爽やかくんの為せるワザ




「ま、クラスから1名ずつってなってるけど多い分には問題ないから希望者はどんどん言ってくれってさ。
たまサラ出る?」


「バーカ。出るわけねぇだろあたしが」


「私は桃ちゃんが適役だと思う。可愛いもん!」


「あー、たまの優しさが身に染みる。

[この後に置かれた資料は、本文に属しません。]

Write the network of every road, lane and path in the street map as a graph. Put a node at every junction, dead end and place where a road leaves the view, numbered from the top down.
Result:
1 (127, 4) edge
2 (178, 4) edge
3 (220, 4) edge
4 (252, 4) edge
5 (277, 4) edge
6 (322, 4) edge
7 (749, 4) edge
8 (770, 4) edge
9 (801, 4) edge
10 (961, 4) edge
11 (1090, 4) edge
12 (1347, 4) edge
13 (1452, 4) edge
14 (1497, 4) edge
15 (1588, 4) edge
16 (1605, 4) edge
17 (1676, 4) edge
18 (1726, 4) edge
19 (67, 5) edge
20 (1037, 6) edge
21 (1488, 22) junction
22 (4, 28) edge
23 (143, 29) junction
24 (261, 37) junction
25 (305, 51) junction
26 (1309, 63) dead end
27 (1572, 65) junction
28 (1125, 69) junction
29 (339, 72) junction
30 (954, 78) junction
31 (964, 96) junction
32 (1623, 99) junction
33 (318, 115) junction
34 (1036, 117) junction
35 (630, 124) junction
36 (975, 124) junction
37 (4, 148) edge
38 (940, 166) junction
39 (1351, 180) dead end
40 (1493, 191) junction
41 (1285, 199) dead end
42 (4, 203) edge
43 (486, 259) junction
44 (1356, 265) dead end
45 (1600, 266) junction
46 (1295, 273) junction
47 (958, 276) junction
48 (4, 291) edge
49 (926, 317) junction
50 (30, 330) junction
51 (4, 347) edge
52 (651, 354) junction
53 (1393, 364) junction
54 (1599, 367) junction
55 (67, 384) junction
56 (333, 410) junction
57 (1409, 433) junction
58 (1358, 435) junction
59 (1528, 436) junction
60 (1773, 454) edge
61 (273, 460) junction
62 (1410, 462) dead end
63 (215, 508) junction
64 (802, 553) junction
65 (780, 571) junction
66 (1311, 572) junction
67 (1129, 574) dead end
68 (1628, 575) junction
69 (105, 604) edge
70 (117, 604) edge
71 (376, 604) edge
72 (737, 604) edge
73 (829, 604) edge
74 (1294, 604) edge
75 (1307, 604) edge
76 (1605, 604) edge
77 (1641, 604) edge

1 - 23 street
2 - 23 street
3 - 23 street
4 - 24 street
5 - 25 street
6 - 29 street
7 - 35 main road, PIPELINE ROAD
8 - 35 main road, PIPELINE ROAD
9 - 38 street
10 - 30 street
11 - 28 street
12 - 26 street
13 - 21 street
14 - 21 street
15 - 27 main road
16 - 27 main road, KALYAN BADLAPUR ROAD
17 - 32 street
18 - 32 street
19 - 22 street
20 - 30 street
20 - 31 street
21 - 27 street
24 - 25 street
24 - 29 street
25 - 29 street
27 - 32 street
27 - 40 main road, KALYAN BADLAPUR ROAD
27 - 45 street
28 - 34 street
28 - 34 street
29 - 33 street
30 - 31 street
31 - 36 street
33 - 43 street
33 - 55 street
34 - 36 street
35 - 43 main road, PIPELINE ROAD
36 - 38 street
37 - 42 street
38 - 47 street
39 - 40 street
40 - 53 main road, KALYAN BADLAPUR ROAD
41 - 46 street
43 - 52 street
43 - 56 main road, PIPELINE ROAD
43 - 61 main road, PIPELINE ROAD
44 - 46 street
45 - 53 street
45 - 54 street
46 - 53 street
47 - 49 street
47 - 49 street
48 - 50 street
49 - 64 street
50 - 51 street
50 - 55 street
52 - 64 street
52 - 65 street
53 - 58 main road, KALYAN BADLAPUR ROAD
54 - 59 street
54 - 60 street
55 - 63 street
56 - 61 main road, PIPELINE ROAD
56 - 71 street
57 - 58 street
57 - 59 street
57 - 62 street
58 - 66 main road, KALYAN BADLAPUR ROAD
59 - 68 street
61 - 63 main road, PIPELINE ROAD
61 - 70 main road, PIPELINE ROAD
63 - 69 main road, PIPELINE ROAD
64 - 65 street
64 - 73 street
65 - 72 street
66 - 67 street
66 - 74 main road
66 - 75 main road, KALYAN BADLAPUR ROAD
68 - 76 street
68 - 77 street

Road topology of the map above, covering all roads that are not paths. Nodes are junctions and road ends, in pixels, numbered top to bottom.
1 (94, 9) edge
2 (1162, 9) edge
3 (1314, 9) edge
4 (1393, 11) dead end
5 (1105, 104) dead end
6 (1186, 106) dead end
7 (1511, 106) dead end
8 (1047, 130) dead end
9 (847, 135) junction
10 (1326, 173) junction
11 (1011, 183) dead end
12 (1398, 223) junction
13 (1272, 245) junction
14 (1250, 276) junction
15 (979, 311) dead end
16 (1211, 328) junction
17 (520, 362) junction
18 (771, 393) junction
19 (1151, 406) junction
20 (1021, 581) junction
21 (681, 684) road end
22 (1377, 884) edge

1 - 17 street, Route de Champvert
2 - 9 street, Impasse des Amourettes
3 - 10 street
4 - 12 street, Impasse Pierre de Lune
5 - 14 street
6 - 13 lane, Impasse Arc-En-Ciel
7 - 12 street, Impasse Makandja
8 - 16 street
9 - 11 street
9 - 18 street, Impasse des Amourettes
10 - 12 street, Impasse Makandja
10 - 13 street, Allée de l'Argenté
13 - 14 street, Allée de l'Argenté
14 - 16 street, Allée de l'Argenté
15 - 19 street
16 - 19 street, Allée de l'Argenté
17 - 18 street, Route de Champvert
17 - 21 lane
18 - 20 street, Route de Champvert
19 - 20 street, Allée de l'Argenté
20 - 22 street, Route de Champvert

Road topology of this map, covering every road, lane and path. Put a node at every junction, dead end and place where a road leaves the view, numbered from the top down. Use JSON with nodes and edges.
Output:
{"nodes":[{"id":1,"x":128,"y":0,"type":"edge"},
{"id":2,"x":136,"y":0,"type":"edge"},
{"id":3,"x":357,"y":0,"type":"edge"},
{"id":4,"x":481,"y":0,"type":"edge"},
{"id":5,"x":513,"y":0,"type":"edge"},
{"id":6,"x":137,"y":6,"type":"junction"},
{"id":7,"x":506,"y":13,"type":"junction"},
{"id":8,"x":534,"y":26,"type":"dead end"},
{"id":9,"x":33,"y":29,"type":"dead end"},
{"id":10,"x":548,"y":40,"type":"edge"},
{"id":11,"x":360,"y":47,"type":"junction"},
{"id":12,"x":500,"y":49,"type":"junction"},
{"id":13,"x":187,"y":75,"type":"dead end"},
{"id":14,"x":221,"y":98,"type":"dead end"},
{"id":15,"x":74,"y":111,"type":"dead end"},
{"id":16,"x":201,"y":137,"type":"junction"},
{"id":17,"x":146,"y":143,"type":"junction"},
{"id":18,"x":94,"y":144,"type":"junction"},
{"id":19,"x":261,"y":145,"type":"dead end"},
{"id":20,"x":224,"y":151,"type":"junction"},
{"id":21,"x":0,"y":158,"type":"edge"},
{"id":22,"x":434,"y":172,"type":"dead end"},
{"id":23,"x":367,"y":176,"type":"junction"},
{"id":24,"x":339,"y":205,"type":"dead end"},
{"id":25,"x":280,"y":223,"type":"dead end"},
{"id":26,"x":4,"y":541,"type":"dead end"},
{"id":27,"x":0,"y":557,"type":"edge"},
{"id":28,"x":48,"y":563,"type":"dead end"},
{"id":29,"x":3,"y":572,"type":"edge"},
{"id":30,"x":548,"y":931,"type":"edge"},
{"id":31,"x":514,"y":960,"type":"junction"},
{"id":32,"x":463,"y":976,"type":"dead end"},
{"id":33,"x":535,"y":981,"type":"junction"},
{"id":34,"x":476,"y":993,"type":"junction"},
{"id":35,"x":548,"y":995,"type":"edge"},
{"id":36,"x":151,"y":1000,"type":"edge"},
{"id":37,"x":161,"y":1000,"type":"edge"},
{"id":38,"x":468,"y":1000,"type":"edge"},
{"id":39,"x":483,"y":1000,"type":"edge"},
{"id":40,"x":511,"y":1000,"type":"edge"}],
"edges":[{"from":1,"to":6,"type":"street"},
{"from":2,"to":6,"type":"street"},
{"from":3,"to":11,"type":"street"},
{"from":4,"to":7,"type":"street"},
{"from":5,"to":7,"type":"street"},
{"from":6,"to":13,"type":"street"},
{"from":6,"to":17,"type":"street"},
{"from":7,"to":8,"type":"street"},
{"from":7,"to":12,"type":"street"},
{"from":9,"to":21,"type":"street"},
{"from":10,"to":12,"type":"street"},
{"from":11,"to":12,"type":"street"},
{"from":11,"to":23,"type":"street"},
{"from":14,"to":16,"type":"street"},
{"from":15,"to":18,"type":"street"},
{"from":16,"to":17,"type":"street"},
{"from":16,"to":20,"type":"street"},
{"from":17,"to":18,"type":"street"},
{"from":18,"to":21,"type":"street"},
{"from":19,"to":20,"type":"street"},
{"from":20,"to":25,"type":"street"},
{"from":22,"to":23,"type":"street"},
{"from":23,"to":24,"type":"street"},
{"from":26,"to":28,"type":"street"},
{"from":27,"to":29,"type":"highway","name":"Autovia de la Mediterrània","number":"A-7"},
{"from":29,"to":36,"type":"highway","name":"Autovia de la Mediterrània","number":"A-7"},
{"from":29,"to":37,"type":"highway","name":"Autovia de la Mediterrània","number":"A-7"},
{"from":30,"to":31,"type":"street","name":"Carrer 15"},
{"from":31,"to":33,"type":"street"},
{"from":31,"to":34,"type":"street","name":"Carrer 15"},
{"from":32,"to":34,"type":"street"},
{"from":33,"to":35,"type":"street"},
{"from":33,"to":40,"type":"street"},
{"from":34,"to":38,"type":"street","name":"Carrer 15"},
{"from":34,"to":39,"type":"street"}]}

ありがとね、ちゃんと出るよ」




柔らかい笑顔を浮かべながら、桃ちゃんは優しい手つきで私の頭をよしよしと撫でてくれる。



桃ちゃんは本当に可愛い。

そして人一倍頑張ってる。


だからミスコンに優勝出来る出来ないは関係なくて、せめてそういうところでくらい桃ちゃんを賞賛したっていいんじゃないかな。





「緒方〜、ミスコン出るんだって?」




スマホを片手にこちらに近づいて来たのは敬吾くんだった。

あら、もう敬吾くんも知ってたんだ。





「1組の奴からメッセージ来て知ったんだけどさ。
男子は誰出すの?」


「んー、私は佐賀くんがいいなと思うんだけど」


「佐賀?」




少しきょとんとする敬吾くんを含め、私達は教室の隅で静かに本を読んでいる佐賀くんに目を向ける。


窓から差し込む陽の光に照らされている佐賀くんは、まるで1枚の絵画のように繊細で美しかった。


眉目秀麗なそのお顔はじっと手元の本に向けられており、見ていると思わずうっとりしてしまうほど。



……うん。

佐賀くんはミスターコンに出ても全くおかしくない。